L’exposition de Rudolf Stingel au Palazzo Grassi, à Venise, est tout simplement folle. Folle dans sa dimension. Folle dans sa démesure. Folle dans ce qu’elle offre comme nouveau regard du palais lui-même. Première exposition monographique organisée dans ce temple de l’art contemporain, elle donne à l’artiste un double enjeu : occuper un espace de plus de 5000 m2 tout en accrochant une trentaine de toiles très monochrome, grises, souvent en petit format. Quel résultat !
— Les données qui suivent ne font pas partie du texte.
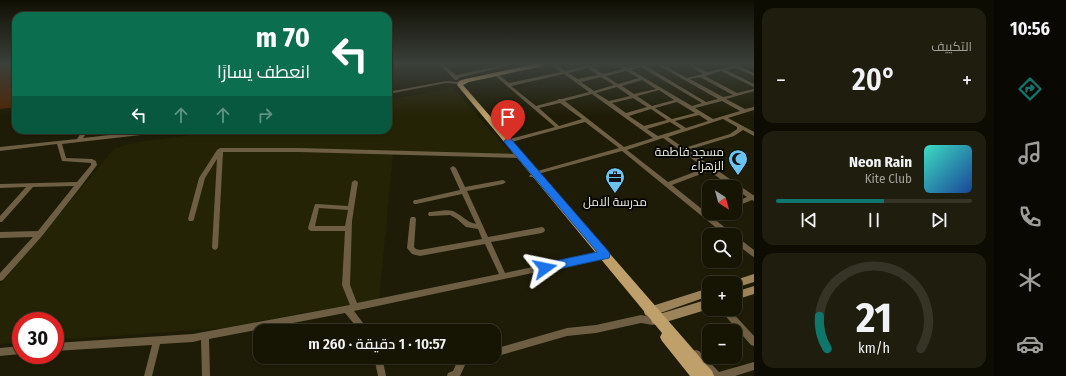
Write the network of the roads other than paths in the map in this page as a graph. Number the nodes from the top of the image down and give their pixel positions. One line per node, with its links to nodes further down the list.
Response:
1 (458, 81): 45 (main road); 51 (main road)
2 (577, 81): 17 (street)
3 (455, 82): 16 (street)
4 (504, 82): 12 (street)
5 (523, 82): 12 (street)
6 (613, 82): 13 (street)
7 (632, 82): 13 (street)
8 (646, 82): 14 (street)
9 (668, 82): 24 (street)
10 (693, 82): 20 (street)
11 (711, 82): 18 (street)
12 (508, 85): 25 (street)
13 (618, 85): 17 (street); 19 (street)
14 (659, 89): 19 (street); 22 (street)
15 (754, 90): 18 (street)
16 (392, 92)
17 (592, 92): 21 (street); 23 (street)
18 (737, 95): 20 (street)
19 (635, 96): 23 (street); 26 (street)
20 (724, 99): 24 (street); 29 (street)
21 (560, 100): 25 (street); 33 (street)
22 (678, 100): 26 (street); 27 (street)
23 (608, 103): 31 (street)
24 (706, 104): 27 (street)
25 (535, 108): 37 (street)
26 (653, 108): 31 (street); 34 (street)
27 (691, 108): 30 (street)
28 (754, 108): 29 (street)
29 (744, 111): 32 (street)
30 (699, 113): 34 (street); 35 (street)
31 (626, 115): 38 (street)
32 (723, 117): 35 (street); 36 (street)
33 (586, 120): 37 (street); 48 (street)
34 (672, 120): 38 (street); 39 (street)
35 (711, 120): 39 (street)
36 (739, 126): 42 (street); 50 (street)
37 (558, 127): 45 (street)
38 (644, 128): 43 (street)
39 (684, 129): 43 (street)
40 (83, 134): 44 (street)
41 (119, 134): 44 (street)
42 (754, 134)
43 (660, 137): 48 (street); 50 (street)
44 (79, 139): 46 (street)
45 (508, 141): 51 (main road)
46 (59, 142): 47 (street); 57 (street)
47 (0, 149)
48 (622, 149): 54 (street); 58 (street)
49 (220, 150): 51 (street); 68 (street); 80 (street)
50 (683, 150): 53 (street)
51 (518, 156): 54 (main road)
52 (453, 168): 61 (street)
53 (710, 168): 58 (street); 62 (street)
54 (534, 174): 82 (main road)
55 (355, 182): 65 (street)
56 (503, 182): 61 (street)
57 (80, 184): 59 (street); 76 (street)
58 (668, 184): 66 (street)
59 (32, 185): 60 (street); 70 (street)
60 (0, 186)
61 (464, 191): 63 (street); 72 (street)
62 (753, 198): 64 (street)
63 (416, 202)
64 (742, 202)
65 (351, 208): 74 (street); 74 (street)
66 (702, 212)
67 (430, 214): 72 (street)
68 (191, 219)
69 (413, 219): 78 (street)
70 (0, 220)
71 (712, 220): 73 (street)
72 (480, 227): 78 (street)
73 (721, 228)
74 (349, 229): 91 (street)
75 (542, 230): 78 (street)
76 (40, 234): 77 (street); 83 (street)
77 (0, 235)
78 (486, 240): 84 (street)
79 (742, 245): 81 (street)
80 (216, 247)
81 (754, 254)
82 (602, 256): 84 (street); 93 (main road)
83 (2, 274)
84 (503, 276): 91 (street)
85 (754, 278): 86 (main road)
86 (742, 282)
87 (754, 290): 88 (main road)
88 (742, 294)
89 (702, 295): 93 (main road)
90 (702, 305): 93 (main road)
91 (356, 307): 92 (street)
92 (347, 309): 95 (street); 96 (street)
93 (650, 316): 100 (main road); 102 (street); 111 (main road)
94 (730, 316): 98 (street)
95 (359, 324)
96 (205, 336): 97 (street); 109 (street)
97 (157, 340): 99 (street); 108 (street)
98 (754, 342)
99 (64, 346)
100 (683, 348): 112 (main road); 113 (street)
101 (12, 351): 103 (street)
102 (501, 351)
103 (0, 352)
104 (379, 364): 110 (street)
105 (460, 364): 107 (street)
106 (754, 366): 113 (street)
107 (455, 375)
108 (148, 376)
109 (206, 376)
110 (382, 376)
111 (698, 376)
112 (707, 376)
113 (718, 376)

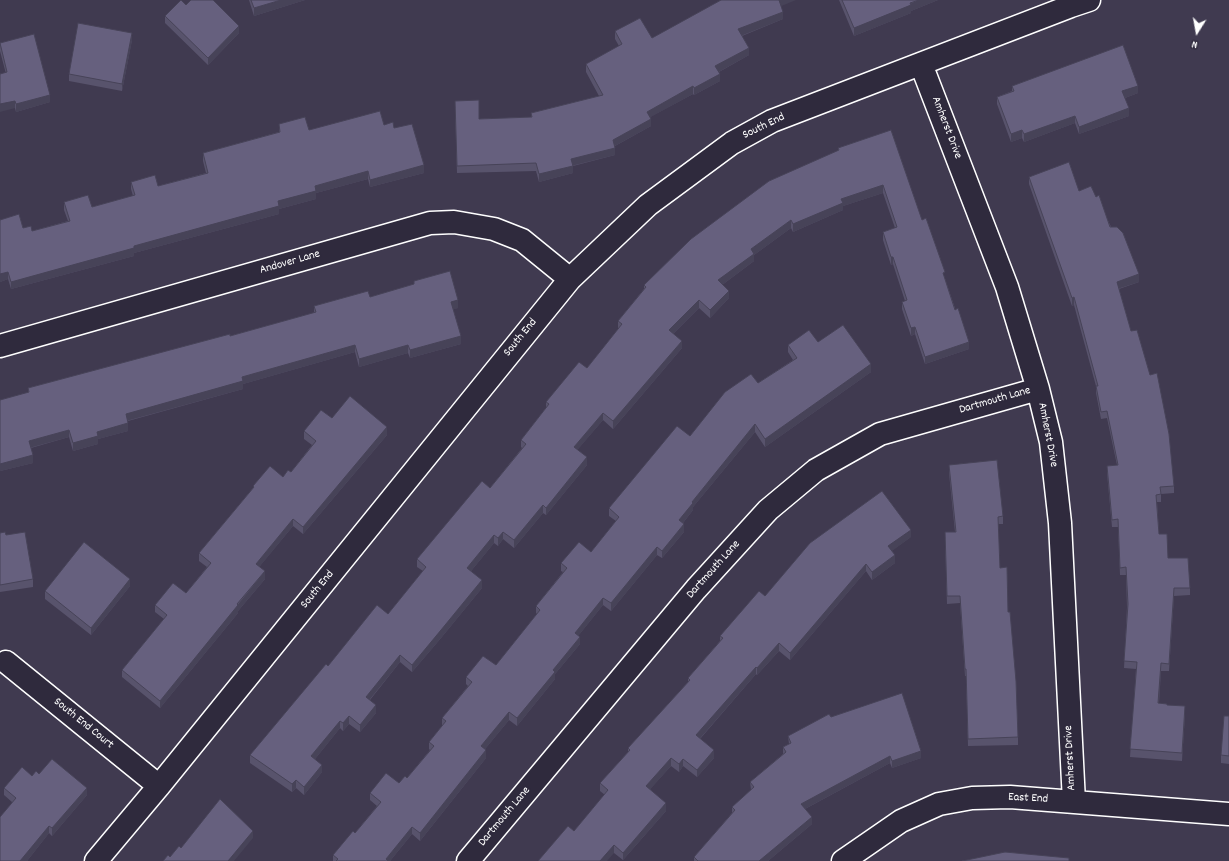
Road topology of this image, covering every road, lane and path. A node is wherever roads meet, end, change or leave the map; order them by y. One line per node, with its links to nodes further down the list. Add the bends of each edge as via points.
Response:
1 (1089, 0): 2 (street, South End)
2 (921, 64): 3 (street, South End, via 772,121 732,143 648,205); 5 (street, Amherst Drive, via 1007,287)
3 (570, 279): 4 (street, Andover Lane, via 522,240 494,229 454,222 430,223); 7 (street, South End)
4 (0, 346)
5 (1038, 389): 8 (street, Amherst Drive, via 1051,442 1060,523); 11 (street, Dartmouth Lane, via 880,434 816,470 768,510 696,588)
6 (6, 662): 7 (street, South End Court)
7 (159, 786): 10 (street, South End)
8 (1074, 802): 9 (street, East End); 12 (street, East End, via 1002,797 972,798 939,804 901,821)
9 (1229, 814)
10 (96, 861)
11 (468, 861)
12 (843, 861)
Les sols et les mûrs sont ainsi recouverts d’une moquette imprimée représentant des motifs de tapis usés, façon kilim, agrandis, dont l’aspect « pixelisé » apparaît après un certain temps. Il y a, dans cette façon d’habiter l’espace quelque chose d’envoûtant et de féerique à la fois, qui provoque chez moi un effet euphorisant. Une envie de rire, une joie intense, et ses toiles, totalement abstraites au premier étage, et ultra figuratives au second, obligent à des allers et venus entre le décor et les œuvres. On a envie de s’asseoir – on ne le peut pas, nul siège ! – on a envie de se coucher – la moquette nous y incite et certains s’y essaient.
Le palais retrouve une dimension nouvelle ; les perspectives sont époustouflantes. Il n’y a pas dire, chapeau Monsieur Pinault, de rendre cela possible et visible….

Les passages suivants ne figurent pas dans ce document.